We present the case of a 25-year-old woman who developed new-onset primary AI during pregnancy leading to the development of an adrenal crisis. Investigation into the etiology of the AI led to the finding of a subacute non-hemorrhagic infarct of the left adrenal gland (NHAI). No alternative etiologies for the primary AI were found. This case highlights the need to consider AI in pregnant women who present with a unilateral adrenal infarction.
Case presentation
A 25-year-old woman, who was at 36 weeks’ gestation of her second pregnancy, presented to labor and delivery triage with a 2-day history of left flank pain and 1-day history of nausea, vomiting and dizziness. The flank pain radiated to the front of her abdomen and was 7/10 in severity. She denied dysuria, vaginal bleeding, contractions and decrease in fetal movement. She had no past medical history and her first pregnancy resulted in an uncompleted spontaneous vaginal delivery 18 months ago. There was no history of aspirin, anti-coagulant or illicit drug use. Vital signs showed a blood pressure of 111/65 mm Hg, heart rate of 129 bpm, respiratory rate of 24/min, SpO2 of 100% and temperature of 98.3°F. She had tenderness of the left flank. Her abdomen was gravid and there was no abdominal tenderness or contractions. Her cervix was closed, thick and high. No cutaneous or mucosal hyperpigmentation was noted.
Investigation
Initial laboratory investigation revealed hyponatremia to 125 mmol/L (reference range: 135–145 mmol/L), hypoglycemia to 54 mg/dL and low serum bicarbonate of 14 mmol/L (reference range: 22–32 mmol/L) (Table 1). Her potassium and creatinine were in the normal range. Thyroid hormone level was in the normal range with a TSH of 2.51 µIU/mL (reference range: 0.34–5.60 µIU/mL) and free T4 of 1.13 ng/dL (reference range: 0.58–1.64 ng/dL). Urinalysis showed moderate leukocyte esterase and three to five white blood cells per high power field (WBC/HPF).
Table 1.
Serial laboratory data during hospitalization.

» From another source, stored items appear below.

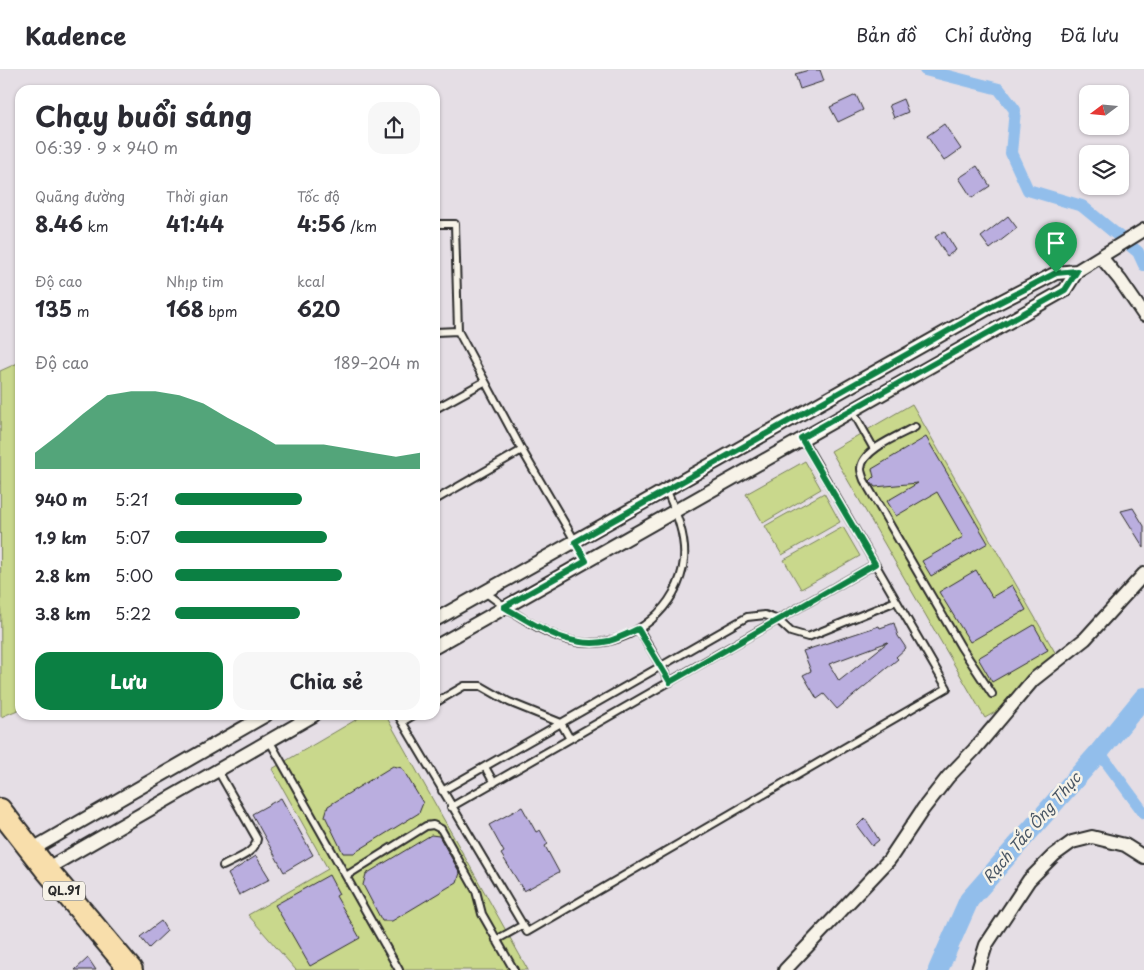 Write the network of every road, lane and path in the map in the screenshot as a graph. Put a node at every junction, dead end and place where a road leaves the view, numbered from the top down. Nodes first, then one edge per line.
1 (440, 224) edge
2 (1141, 232) edge
3 (1104, 255) junction
4 (1077, 271) junction
5 (1144, 316) edge
6 (458, 331) junction
7 (440, 332) edge
8 (484, 382) junction
9 (842, 392) junction
10 (440, 406) edge
11 (852, 410) junction
12 (915, 427) dead end
13 (801, 438) junction
14 (874, 448) junction
15 (522, 450) junction
16 (667, 491) junction
17 (440, 497) edge
18 (675, 509) junction
19 (575, 542) junction
20 (586, 561) junction
21 (875, 564) junction
22 (1144, 574) edge
23 (485, 592) junction
24 (896, 601) junction
25 (504, 607) junction
26 (440, 617) edge
27 (778, 620) junction
28 (638, 629) junction
29 (440, 643) edge
30 (660, 666) junction
31 (670, 682) junction
32 (992, 694) dead end
33 (440, 700) edge
34 (257, 720) edge
35 (305, 720) edge
36 (405, 720) edge
37 (402, 722) joint
38 (560, 723) junction
39 (570, 739) junction
40 (269, 740) junction
41 (485, 767) junction
42 (217, 770) junction
43 (150, 782) junction
44 (494, 783) junction
45 (442, 791) junction
46 (161, 802) junction
47 (451, 808) junction
48 (0, 810) edge
49 (31, 850) junction
50 (1144, 857) edge
51 (224, 866) dead end
52 (46, 869) junction
53 (346, 876) junction
54 (523, 925) junction
55 (496, 940) junction
56 (131, 970) edge
57 (399, 970) edge
58 (514, 970) edge
59 (785, 970) edge
60 (978, 970) edge

1 - 6 lane
2 - 3 street
3 - 4 street
3 - 5 street
4 - 9 street
4 - 11 street
6 - 7 lane
6 - 8 lane
8 - 10 lane
8 - 15 lane
9 - 11 street
9 - 16 street
11 - 13 street
11 - 14 lane
12 - 14 lane
13 - 18 street
13 - 21 lane
14 - 32 lane
15 - 17 lane
15 - 19 lane
16 - 18 lane
16 - 19 street
18 - 20 street
18 - 28 lane
19 - 20 street
19 - 23 street
20 - 25 street
21 - 24 lane
21 - 27 lane
22 - 59 street
23 - 25 lane
23 - 26 street
24 - 27 lane
24 - 54 lane
25 - 28 lane
25 - 29 street
27 - 30 lane
27 - 31 lane
28 - 30 lane
30 - 31 lane
30 - 38 lane
31 - 39 lane
33 - 38 lane
34 - 43 street
35 - 40 street
36 - 37 lane
37 - 45 lane
38 - 39 lane
38 - 41 lane
39 - 44 lane
40 - 42 street
40 - 53 lane
41 - 44 lane
41 - 45 lane
42 - 46 street
42 - 51 lane
43 - 46 street
43 - 49 street
44 - 47 lane
45 - 47 lane
46 - 52 street
47 - 54 lane
48 - 49 highway, QL.91
49 - 52 highway, QL.91
50 - 60 street
52 - 56 highway, QL.91
53 - 55 lane
53 - 57 lane
54 - 55 lane
55 - 58 lane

| Laboratory test (normal reference range) | At admission | Day 2 of hospitalization | Day 3 of hospitalization |
|---|---|---|---|
| Sodium (135–145 mmol/L) | 125 mmol/L | 133 mmol/L | 136 mmol/L |
| Potassium (3.5–5.1 mmol/L) | 3.8 mmol/L | 3.9 mmol/L | 3.6 mmol/L |
| Chloride (98–107 mmol/L) | 102 mmol/L | 106 mmol/L | 110 mmol/L |
| Bicarbonate (22–32 mmol/L) | 14 mmol/L | 12 mmol/L | 17 mmol/L |
| Glucose (70–110 mg/dL) | 54 mg/dL | 48 mg/dL | 152 mg/dL |
| ACTH (7.2–63.3 pg/mL) | 220.8 pg/mL | ||
| Cortisol (5–23 µg/dL) | 7.7 µg/dL |
Hyponatremia and hypoglycemia were noted at admission which persisted despite IV hydration. Her hyponatremia and hypoglycemia were corrected after the administration of stress dose hydrocortisone. Bold text indicates lab results that are outside the normal range.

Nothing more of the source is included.